Ia menambahkan, mengenai hukum menjual kucing juga sama ada dua pendapat. Ada ulama yang membolehkan dan ulama yang melarang menjual kucing. Ulama yang melarang menjual kucing karena ia bukan hewan untuk dimakan.
Prof Huzaemah menerangkan, kalau hewan peliharaan yang halal untuk dimakan maka hukum jual belinya biasa saja. Dalam Surah Al Baqarah ayat 275, dijelaskan bahwa Allah telah menghalalkan jual beli dan mengharamkan riba.
Ia menjelaskan, artinya apapun yang dijual, hal yang paling penting, barang yang dijual itu milik diri pribadi dan halal. Maka hukum menjualnya sah.
“Yang penting jangan kita menjual (barang) yang gharar artinya yang tidak jelas, ada unsur penipuan. Kalau barangnya jelas semua dan barangnya ada yang diserahkan (sah hukumnya),” ujarnya.

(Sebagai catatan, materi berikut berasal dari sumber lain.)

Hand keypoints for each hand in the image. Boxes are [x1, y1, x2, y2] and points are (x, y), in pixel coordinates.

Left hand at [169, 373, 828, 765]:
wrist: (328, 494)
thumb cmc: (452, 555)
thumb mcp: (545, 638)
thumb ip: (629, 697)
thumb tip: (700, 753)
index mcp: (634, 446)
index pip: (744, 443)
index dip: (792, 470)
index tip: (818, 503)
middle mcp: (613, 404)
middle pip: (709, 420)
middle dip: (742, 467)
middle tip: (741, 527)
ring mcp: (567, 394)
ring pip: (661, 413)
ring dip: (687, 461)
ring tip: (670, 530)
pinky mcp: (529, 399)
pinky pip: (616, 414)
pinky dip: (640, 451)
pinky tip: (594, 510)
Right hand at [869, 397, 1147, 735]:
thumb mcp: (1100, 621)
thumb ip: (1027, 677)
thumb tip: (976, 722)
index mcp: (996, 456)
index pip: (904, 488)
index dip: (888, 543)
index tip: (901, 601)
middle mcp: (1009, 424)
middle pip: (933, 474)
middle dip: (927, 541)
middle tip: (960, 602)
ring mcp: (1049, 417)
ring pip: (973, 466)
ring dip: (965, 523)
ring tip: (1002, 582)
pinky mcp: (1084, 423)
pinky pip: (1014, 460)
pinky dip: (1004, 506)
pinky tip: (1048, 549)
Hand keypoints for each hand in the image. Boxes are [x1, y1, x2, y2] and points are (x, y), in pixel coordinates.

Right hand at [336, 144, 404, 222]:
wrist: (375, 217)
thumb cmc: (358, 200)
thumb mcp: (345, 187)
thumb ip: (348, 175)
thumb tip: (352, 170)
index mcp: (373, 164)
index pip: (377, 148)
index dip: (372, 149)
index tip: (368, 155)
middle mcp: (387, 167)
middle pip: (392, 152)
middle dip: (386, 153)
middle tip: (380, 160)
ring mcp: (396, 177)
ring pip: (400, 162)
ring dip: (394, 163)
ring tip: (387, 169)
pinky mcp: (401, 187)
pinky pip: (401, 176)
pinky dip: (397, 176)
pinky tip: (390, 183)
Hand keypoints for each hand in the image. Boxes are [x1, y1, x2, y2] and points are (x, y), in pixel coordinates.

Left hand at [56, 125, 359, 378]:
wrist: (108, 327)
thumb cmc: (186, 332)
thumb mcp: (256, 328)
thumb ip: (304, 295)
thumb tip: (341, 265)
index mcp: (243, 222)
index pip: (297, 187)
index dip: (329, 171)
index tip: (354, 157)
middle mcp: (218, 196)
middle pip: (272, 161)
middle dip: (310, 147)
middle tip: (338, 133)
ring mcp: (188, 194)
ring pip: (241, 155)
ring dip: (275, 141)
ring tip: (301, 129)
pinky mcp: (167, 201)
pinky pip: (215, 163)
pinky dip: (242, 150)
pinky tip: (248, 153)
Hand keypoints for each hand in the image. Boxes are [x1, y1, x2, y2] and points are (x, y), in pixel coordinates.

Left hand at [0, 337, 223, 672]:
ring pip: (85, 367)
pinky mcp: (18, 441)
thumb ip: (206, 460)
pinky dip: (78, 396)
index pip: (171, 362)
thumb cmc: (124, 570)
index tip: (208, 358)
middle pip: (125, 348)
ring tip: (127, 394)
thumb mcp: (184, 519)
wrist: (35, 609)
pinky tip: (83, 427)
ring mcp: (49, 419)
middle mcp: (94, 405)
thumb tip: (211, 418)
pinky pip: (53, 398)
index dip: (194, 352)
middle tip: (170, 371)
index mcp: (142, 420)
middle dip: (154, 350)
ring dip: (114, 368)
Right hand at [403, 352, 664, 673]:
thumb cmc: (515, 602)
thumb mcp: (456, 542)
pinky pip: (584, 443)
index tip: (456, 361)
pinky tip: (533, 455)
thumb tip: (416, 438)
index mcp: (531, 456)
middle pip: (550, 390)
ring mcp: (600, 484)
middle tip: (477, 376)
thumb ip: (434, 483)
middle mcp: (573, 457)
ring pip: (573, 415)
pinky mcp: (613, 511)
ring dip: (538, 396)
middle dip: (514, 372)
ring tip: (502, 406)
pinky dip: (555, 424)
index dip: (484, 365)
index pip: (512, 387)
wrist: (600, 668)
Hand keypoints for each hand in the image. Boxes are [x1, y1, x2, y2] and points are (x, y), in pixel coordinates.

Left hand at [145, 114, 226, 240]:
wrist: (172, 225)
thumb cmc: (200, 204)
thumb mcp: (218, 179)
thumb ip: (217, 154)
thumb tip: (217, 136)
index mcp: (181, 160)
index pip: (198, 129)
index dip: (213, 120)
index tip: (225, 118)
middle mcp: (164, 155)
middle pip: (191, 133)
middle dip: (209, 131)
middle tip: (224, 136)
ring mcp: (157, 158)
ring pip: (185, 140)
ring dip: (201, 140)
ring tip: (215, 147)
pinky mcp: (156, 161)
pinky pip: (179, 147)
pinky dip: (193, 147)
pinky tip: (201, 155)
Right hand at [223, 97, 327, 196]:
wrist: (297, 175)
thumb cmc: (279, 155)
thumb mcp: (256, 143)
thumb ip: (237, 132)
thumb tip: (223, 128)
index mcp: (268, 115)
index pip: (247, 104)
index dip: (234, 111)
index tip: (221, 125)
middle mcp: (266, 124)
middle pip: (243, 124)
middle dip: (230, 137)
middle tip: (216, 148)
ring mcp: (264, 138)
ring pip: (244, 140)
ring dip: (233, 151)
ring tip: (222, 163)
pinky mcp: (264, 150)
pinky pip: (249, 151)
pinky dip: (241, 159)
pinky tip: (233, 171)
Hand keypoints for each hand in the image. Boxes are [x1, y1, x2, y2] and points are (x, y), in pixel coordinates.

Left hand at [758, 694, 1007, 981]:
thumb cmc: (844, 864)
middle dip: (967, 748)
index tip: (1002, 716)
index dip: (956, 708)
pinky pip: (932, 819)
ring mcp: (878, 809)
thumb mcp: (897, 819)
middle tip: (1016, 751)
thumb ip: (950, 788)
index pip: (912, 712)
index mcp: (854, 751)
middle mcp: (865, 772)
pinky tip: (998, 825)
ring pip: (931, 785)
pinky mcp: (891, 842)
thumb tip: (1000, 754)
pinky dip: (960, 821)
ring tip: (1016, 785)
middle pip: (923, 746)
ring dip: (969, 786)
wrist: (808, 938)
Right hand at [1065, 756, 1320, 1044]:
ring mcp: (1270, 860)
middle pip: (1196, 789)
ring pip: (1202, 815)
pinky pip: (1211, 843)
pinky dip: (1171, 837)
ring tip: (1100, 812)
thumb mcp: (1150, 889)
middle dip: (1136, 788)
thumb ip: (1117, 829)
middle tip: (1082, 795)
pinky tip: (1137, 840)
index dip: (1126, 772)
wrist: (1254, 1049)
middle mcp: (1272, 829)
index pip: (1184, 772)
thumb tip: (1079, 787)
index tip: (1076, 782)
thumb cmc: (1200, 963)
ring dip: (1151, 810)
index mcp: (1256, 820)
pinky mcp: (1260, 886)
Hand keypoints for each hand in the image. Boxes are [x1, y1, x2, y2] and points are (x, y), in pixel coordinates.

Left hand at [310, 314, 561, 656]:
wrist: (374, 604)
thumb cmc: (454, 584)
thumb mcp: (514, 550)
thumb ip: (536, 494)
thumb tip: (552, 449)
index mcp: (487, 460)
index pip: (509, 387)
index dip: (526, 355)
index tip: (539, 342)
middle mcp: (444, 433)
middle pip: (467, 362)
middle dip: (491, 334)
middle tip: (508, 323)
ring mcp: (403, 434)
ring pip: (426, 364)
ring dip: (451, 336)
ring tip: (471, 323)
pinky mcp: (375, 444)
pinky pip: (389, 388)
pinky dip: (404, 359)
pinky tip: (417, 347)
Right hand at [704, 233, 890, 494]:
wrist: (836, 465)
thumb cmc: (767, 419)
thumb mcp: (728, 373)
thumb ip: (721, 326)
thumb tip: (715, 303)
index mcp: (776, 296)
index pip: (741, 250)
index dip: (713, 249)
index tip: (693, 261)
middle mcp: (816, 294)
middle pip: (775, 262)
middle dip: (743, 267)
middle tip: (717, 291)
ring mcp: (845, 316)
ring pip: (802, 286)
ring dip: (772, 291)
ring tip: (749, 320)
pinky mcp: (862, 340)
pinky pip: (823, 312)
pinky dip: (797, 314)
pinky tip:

Prof Huzaemah menyampaikan jenis-jenis jual beli. Di antaranya ada jual beli tidak kontan tetapi ada penambahan harga. Kemudian ada jual beli pesanan, maksudnya barangnya belum ada, tapi pembeli sudah memesan barang itu, dengan catatan disebutkan kriteria barangnya dan waktunya.
“Biasanya kalau datang barangnya, kadang lebih murah daripada harga di pasar, karena ini saling membantu, (artinya) orang (penjual) tidak punya modal dan sudah dikasih uang duluan (oleh pembeli), uang itu bisa diagunakan,” jelasnya.
Ia menambahkan, ada juga jual beli angsuran, pembeli butuh barang tapi uangnya belum ada. Jadi barangnya dipakai dulu, maka wajar kalau yang punya barang itu menambah harganya. Sebab harga barangnya mungkin akan bertambah di masa yang akan datang.
“Misalnya orang mengatakan saya jual baju ini harga Rp 100 ribu kalau kontan, kalau dicicil Rp 150 ribu, itu bisa, tidak apa-apa, menurut zumhur ulama boleh,” jelas Prof Huzaemah.